A pouco e pouco, fui deixando de gastar dinheiro. Em numerário, claro, porque ainda não me tornei eremita e as contas continuam a ter de ser pagas. Em quase todo o lado se aceita cartão de débito e o que não aceita já não faz parte da minha esfera de consumo. O último café que bebi, em Junho, levou com ele os derradeiros cobres que guardava no porta-moedas para uso pessoal. As minhas moedas já não compram nada, dou-as a quem precisa. Ainda não é o mundo sem dinheiro com que sonho, mas é um primeiro passo.

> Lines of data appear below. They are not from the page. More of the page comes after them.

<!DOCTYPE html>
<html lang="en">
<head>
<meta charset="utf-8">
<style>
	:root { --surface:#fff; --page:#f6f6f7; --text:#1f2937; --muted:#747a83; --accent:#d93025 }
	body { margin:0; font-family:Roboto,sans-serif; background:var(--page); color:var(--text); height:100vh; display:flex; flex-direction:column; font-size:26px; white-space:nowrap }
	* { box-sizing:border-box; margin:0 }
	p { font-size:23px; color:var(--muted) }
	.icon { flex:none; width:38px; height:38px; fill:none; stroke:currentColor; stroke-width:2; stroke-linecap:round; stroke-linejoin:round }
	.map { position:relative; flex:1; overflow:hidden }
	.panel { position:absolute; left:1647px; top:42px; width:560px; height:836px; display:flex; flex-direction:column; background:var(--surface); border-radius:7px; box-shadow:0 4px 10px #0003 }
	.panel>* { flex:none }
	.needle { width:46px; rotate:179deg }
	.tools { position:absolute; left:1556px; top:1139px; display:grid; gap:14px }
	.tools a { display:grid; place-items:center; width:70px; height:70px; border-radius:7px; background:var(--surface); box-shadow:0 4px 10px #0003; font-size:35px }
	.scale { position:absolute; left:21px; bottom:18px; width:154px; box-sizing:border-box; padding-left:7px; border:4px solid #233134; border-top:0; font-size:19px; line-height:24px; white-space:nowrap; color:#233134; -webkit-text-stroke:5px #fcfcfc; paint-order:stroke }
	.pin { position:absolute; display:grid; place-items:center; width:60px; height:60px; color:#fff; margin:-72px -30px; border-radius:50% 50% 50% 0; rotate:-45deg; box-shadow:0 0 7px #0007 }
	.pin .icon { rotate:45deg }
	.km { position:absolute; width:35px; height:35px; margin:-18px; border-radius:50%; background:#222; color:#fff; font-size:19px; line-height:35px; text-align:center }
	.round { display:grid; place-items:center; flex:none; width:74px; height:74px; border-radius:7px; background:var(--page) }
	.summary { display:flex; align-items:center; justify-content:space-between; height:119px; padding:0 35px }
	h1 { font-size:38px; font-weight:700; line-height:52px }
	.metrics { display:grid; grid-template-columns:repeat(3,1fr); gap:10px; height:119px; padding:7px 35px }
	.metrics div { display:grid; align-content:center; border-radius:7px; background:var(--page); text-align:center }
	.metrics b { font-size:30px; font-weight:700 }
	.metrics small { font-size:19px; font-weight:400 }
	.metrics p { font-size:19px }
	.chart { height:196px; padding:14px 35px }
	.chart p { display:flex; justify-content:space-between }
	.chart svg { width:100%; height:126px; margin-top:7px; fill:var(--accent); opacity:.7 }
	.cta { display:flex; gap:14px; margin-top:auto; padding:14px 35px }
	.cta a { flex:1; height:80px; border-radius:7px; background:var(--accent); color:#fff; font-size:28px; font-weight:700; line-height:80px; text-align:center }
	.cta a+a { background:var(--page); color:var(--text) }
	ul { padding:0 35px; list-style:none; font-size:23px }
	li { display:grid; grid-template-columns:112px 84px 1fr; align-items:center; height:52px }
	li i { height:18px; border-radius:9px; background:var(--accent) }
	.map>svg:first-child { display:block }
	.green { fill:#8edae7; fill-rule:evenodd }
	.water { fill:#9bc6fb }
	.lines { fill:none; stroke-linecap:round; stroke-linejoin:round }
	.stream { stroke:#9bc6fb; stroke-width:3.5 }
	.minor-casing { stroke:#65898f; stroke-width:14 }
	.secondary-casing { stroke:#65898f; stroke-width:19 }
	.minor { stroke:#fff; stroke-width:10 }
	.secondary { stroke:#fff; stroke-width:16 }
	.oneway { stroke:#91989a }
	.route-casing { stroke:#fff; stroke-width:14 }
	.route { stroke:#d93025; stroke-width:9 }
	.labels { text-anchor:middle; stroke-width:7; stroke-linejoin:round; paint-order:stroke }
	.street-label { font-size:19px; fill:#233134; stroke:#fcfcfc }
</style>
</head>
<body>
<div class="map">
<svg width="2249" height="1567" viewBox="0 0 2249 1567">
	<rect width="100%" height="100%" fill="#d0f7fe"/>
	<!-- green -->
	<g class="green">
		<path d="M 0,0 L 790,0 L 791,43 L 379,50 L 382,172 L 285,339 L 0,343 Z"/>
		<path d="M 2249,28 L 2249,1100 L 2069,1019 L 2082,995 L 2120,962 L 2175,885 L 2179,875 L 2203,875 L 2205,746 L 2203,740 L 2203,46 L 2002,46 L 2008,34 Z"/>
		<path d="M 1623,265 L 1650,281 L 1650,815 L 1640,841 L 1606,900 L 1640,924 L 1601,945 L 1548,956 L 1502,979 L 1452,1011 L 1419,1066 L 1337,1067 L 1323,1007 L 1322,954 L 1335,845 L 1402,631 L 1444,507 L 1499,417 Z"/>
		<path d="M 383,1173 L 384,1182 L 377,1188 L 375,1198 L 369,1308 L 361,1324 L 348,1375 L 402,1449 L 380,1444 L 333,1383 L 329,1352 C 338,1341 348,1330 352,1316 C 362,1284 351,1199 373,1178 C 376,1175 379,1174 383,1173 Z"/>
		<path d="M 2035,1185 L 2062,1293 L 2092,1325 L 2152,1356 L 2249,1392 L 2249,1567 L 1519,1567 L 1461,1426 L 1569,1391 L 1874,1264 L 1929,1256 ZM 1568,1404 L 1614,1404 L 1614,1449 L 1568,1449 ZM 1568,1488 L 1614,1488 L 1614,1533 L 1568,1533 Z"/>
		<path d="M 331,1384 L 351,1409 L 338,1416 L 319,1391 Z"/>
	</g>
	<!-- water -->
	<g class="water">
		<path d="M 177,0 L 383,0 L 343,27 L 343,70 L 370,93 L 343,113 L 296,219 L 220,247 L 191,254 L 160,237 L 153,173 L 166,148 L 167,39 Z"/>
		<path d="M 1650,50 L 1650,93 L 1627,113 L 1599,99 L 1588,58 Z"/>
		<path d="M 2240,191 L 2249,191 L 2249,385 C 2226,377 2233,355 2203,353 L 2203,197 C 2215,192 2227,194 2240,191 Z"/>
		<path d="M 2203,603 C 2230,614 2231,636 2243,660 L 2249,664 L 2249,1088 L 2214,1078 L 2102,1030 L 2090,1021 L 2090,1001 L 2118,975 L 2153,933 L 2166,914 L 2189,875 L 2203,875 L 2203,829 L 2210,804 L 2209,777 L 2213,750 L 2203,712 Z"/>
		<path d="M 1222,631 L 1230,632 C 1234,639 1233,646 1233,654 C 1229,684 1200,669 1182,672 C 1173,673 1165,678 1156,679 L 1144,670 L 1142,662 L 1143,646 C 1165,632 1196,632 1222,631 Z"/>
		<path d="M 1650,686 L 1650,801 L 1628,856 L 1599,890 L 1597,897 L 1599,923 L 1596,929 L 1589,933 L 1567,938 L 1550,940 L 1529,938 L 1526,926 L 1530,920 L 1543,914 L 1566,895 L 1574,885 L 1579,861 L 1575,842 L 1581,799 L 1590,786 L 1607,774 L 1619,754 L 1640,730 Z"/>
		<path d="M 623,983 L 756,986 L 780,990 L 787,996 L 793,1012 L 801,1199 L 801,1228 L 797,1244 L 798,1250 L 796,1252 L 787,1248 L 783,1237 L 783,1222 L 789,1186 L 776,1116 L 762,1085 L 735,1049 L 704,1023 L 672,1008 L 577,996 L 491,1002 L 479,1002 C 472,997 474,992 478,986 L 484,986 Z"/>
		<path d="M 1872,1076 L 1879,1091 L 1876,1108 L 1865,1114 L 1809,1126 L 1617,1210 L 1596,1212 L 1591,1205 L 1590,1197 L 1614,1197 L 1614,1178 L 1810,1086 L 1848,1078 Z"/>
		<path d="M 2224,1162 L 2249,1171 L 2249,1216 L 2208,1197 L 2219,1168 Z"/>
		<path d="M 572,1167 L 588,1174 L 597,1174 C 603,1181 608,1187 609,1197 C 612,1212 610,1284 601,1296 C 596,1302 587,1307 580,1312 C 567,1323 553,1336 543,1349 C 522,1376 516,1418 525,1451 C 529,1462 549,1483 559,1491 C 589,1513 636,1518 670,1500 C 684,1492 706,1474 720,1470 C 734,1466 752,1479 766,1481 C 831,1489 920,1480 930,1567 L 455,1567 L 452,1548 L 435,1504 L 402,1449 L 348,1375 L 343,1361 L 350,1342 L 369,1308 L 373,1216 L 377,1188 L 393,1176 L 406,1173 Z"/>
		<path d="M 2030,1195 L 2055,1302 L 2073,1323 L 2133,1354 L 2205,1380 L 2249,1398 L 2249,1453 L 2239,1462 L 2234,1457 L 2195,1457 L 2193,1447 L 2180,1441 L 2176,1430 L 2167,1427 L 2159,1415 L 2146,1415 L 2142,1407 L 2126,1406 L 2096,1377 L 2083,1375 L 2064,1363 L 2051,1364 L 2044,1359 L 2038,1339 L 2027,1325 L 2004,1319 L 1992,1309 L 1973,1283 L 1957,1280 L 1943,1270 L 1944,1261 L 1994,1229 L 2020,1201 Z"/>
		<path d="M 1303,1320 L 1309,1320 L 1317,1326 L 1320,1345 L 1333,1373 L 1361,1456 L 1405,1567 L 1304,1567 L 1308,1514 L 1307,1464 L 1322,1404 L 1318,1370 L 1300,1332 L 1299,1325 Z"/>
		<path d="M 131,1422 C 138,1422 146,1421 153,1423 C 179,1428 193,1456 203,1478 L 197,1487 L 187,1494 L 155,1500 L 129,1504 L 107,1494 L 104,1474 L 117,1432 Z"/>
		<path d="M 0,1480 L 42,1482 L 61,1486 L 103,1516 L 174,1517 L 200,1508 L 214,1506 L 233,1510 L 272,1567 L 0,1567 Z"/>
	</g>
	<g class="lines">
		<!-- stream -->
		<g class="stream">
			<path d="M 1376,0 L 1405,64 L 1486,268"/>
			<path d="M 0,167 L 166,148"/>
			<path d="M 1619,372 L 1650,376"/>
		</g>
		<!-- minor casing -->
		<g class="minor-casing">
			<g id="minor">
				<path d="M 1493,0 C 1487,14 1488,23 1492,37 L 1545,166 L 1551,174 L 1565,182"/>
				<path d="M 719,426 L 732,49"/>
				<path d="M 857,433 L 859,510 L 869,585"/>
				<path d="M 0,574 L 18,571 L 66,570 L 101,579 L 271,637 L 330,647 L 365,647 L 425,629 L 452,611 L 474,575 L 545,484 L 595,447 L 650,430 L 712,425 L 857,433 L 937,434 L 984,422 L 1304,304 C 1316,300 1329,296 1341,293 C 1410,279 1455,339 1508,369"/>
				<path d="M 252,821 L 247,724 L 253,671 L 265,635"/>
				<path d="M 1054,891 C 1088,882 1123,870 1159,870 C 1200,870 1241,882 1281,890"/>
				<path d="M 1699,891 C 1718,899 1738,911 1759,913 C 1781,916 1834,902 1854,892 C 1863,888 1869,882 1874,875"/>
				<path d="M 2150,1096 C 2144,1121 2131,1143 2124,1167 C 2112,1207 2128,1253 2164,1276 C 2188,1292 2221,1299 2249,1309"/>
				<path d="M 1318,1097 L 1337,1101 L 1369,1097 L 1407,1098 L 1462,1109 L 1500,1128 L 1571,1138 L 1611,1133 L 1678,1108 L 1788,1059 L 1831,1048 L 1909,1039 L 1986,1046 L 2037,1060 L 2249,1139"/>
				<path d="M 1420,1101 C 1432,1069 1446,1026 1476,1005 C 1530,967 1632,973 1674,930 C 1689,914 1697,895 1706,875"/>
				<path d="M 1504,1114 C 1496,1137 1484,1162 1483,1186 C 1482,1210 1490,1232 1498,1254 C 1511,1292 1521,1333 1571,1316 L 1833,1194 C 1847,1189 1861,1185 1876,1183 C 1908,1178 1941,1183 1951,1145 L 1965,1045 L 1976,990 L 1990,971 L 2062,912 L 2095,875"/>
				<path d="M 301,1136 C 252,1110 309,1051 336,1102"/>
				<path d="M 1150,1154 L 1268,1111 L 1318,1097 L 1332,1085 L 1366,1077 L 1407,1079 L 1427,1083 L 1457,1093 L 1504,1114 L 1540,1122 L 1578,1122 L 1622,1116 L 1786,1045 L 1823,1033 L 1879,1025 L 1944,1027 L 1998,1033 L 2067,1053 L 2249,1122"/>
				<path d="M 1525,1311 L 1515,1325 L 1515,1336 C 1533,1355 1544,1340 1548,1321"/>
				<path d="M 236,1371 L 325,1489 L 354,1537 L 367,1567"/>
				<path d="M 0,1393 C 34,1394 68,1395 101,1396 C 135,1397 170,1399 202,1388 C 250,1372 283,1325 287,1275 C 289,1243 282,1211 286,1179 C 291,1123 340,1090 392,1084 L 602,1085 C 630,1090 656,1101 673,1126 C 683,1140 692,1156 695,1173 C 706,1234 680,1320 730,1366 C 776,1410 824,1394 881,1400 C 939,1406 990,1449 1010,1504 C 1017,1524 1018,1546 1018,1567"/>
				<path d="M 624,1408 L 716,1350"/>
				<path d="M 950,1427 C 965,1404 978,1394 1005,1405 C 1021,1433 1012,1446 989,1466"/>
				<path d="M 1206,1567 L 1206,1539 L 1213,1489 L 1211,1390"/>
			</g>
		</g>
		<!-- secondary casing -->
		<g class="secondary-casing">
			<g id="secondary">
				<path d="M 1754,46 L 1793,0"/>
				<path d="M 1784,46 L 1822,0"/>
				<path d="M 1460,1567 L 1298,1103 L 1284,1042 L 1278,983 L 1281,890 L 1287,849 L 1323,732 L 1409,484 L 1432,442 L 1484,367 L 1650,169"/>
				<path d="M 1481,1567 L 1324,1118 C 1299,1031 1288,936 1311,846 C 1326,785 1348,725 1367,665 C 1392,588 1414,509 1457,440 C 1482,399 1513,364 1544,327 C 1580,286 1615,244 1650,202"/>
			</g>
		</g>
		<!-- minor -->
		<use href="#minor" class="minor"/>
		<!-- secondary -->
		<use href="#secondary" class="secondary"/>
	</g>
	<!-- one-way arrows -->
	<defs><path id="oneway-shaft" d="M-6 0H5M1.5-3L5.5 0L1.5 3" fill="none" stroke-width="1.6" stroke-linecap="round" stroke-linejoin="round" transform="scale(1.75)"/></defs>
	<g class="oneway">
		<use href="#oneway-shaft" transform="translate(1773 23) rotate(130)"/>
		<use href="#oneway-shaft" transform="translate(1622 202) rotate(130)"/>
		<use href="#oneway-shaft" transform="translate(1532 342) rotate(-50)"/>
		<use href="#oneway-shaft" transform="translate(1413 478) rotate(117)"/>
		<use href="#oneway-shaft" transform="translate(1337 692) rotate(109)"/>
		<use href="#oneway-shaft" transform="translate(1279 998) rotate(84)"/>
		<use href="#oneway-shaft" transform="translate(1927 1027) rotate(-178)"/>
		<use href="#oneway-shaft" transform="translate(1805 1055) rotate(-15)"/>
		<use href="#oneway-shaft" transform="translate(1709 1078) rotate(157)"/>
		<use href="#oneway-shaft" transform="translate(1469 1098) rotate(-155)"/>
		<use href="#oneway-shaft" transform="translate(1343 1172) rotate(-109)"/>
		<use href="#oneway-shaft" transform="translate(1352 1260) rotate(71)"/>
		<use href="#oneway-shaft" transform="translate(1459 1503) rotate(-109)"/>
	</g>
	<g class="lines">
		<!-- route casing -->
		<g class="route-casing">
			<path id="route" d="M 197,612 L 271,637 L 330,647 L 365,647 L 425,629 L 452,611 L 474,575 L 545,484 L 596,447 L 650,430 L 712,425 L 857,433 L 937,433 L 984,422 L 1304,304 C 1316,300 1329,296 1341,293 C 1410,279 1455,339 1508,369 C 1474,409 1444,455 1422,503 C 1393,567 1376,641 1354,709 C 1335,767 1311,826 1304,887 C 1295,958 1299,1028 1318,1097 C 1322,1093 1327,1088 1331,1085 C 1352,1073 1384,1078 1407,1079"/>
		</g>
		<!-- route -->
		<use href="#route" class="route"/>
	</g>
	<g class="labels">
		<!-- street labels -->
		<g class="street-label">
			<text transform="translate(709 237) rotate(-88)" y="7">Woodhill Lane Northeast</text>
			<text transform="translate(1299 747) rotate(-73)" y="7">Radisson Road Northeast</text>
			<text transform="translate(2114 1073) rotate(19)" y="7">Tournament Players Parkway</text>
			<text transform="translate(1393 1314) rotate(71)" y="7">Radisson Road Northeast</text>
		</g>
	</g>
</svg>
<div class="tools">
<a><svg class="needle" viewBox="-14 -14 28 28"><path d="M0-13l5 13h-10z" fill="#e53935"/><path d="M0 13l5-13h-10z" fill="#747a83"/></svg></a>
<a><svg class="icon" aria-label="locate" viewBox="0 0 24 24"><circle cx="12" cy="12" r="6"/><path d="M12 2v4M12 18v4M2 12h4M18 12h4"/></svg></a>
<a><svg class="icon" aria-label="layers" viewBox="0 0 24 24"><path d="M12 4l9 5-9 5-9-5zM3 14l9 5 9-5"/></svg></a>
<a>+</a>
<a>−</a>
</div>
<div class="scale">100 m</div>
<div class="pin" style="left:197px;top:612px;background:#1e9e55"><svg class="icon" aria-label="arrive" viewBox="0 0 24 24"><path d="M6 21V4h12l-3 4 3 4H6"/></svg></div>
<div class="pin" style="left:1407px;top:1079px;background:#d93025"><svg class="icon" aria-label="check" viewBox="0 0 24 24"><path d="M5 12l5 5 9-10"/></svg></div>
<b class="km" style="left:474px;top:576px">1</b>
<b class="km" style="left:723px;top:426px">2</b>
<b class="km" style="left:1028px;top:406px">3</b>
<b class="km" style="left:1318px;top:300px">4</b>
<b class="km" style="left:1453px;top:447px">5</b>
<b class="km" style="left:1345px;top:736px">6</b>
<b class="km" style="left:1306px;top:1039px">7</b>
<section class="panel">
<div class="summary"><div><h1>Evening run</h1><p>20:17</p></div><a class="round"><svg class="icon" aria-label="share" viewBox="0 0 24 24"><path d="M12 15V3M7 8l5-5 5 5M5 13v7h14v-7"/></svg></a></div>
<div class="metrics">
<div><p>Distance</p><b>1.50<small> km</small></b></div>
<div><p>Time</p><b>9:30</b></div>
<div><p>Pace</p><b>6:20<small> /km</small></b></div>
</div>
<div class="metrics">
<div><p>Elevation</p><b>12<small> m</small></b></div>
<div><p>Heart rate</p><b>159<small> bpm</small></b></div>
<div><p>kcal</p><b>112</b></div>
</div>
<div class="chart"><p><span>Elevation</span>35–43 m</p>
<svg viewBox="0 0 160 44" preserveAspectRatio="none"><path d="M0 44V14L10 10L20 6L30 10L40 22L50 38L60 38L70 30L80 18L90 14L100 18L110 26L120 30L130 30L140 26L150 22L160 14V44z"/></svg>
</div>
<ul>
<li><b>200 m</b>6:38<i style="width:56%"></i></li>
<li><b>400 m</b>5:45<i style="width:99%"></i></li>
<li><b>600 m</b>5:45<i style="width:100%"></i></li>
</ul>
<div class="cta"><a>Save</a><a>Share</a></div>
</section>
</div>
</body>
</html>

Se toda a gente for como eu isto significa, contudo, que há menos emprego em bancos, cafés, tabacarias, cabeleireiros e guichés da mais variada espécie (o texto até aqui foi um bocado pretexto para usar a palavra guiché, que me faz sorrir, como todas as palavras acabadas em é). Mas claro que precisamos todos de continuar a alimentar o corpo e a alma, a vestir-nos e a fazer vida de gente grande. É verdade que passei a internalizar muitas das tarefas que antes pagava a alguém para desempenharem, ao contrário das empresas que se concentram no seu núcleo de negócio e lançam designers, informáticos, empregadas de limpeza, contabilistas, juristas e copywriters para o oceano nos recibos verdes. Mas também é verdade que estou cada vez mais a personalizar a escolha daqueles cujos serviços ainda não dou conta porque não posso. Ou não quero. A minha merceeira tem nome, história e espaço na minha vida. O meu fotógrafo conhece a família e faz sugestões apropriadas. As nossas cuidadoras têm uma identidade concreta e moldamos convivências de acordo com isso. Não preciso de mais relações anónimas no meio de uma cidade com tantas caras desconhecidas. A minha revolta contra o sistema não é uma revolução, é uma teimosia em perceber que precisamos muito menos de coisas e muito mais de gente, em concreto.
5 comentários:
(sorriso)
"(o texto até aqui foi um bocado pretexto para usar a palavra guiché, que me faz sorrir, como todas as palavras acabadas em é)": apesar da revolta, aposto que passas vida a sorrir, pelo menos sempre dizes os nomes dos teus homens. :)
Inesa, estás a sugerir que os meus homens se chamam bidé? pechiché? boné? :P
Um pouco como tu, costumo dizer que sou cartão-de-débitó-dependente!